## EXERCISE DETAILS
Print the data that follows exactly as it stands, from its first line through the line containing "position:relative; flex:1; overflow:hidden", and stop there.

*** Opening of DATA SECTION ***

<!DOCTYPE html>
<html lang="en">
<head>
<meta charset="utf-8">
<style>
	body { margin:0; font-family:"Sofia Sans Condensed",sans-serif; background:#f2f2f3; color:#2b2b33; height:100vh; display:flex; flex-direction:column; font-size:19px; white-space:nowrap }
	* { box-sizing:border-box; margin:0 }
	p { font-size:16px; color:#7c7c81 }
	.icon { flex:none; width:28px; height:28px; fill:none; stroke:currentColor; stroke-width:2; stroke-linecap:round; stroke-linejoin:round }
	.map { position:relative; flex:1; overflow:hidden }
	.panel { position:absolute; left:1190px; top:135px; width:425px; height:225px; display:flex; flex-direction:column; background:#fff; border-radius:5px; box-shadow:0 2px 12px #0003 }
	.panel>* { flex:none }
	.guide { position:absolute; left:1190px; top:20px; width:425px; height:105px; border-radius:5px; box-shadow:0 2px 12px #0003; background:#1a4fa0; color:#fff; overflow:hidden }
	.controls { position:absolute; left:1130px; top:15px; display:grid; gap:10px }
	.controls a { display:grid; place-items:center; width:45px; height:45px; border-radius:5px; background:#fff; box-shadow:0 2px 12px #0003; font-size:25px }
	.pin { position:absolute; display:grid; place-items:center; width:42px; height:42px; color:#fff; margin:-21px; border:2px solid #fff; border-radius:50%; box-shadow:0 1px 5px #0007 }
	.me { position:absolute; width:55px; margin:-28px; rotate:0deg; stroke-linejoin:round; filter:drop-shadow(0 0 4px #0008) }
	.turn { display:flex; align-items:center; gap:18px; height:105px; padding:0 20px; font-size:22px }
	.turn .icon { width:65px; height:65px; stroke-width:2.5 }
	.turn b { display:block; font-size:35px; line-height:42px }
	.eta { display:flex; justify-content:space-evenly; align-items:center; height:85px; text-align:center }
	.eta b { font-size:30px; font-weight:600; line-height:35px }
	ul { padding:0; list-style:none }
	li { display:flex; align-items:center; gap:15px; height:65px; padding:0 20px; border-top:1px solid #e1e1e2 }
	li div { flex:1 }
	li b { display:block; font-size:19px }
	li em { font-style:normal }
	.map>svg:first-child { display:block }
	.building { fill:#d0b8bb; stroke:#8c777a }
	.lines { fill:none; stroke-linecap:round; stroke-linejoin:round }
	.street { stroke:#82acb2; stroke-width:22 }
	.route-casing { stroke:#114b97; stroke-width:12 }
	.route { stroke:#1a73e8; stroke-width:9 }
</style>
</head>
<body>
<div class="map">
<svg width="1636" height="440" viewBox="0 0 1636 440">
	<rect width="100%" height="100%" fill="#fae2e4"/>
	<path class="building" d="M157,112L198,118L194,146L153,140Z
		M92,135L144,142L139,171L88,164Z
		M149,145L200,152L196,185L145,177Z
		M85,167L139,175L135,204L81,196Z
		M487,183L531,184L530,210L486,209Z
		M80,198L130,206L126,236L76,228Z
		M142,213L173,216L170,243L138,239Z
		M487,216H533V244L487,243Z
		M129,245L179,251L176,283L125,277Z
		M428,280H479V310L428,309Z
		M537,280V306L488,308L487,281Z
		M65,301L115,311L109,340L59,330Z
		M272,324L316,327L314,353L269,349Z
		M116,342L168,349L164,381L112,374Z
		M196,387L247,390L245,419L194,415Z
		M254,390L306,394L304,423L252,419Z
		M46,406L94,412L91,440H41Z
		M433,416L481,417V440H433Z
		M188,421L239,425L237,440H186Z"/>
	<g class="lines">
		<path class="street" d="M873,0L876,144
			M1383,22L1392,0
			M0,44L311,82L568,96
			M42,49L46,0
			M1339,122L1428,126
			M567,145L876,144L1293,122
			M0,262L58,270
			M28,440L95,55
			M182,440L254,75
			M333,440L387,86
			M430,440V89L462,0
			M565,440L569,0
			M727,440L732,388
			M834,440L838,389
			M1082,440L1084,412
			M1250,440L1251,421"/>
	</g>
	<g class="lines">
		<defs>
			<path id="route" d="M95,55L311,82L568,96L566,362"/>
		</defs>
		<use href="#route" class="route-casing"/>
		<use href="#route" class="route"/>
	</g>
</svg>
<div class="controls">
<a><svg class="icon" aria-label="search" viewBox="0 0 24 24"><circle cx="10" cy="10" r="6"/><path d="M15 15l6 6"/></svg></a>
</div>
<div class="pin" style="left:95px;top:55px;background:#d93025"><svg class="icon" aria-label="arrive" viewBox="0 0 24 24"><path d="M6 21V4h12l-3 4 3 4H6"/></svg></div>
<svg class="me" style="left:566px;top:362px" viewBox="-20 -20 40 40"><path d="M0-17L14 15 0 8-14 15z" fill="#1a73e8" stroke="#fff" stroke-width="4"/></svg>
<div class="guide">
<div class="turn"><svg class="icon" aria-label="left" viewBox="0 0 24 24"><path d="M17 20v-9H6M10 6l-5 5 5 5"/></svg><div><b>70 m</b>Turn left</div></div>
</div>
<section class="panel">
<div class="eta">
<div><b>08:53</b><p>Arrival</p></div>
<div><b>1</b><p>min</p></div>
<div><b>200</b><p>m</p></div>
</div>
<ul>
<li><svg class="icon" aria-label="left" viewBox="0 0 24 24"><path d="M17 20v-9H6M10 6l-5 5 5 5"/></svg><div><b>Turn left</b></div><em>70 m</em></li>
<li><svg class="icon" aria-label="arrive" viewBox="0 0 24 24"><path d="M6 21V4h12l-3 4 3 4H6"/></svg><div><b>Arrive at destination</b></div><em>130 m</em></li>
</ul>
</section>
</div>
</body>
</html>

*** Close of DATA SECTION ***

## OUTPUT BELOW
<!DOCTYPE html>
<html lang="en">
<head>
<meta charset="utf-8">
<style>
	body { margin:0; font-family:"Sofia Sans Condensed",sans-serif; background:#f2f2f3; color:#2b2b33; height:100vh; display:flex; flex-direction:column; font-size:19px; white-space:nowrap }
	* { box-sizing:border-box; margin:0 }
	p { font-size:16px; color:#7c7c81 }
	.icon { flex:none; width:28px; height:28px; fill:none; stroke:currentColor; stroke-width:2; stroke-linecap:round; stroke-linejoin:round }
	.map { position:relative; flex:1; overflow:hidden }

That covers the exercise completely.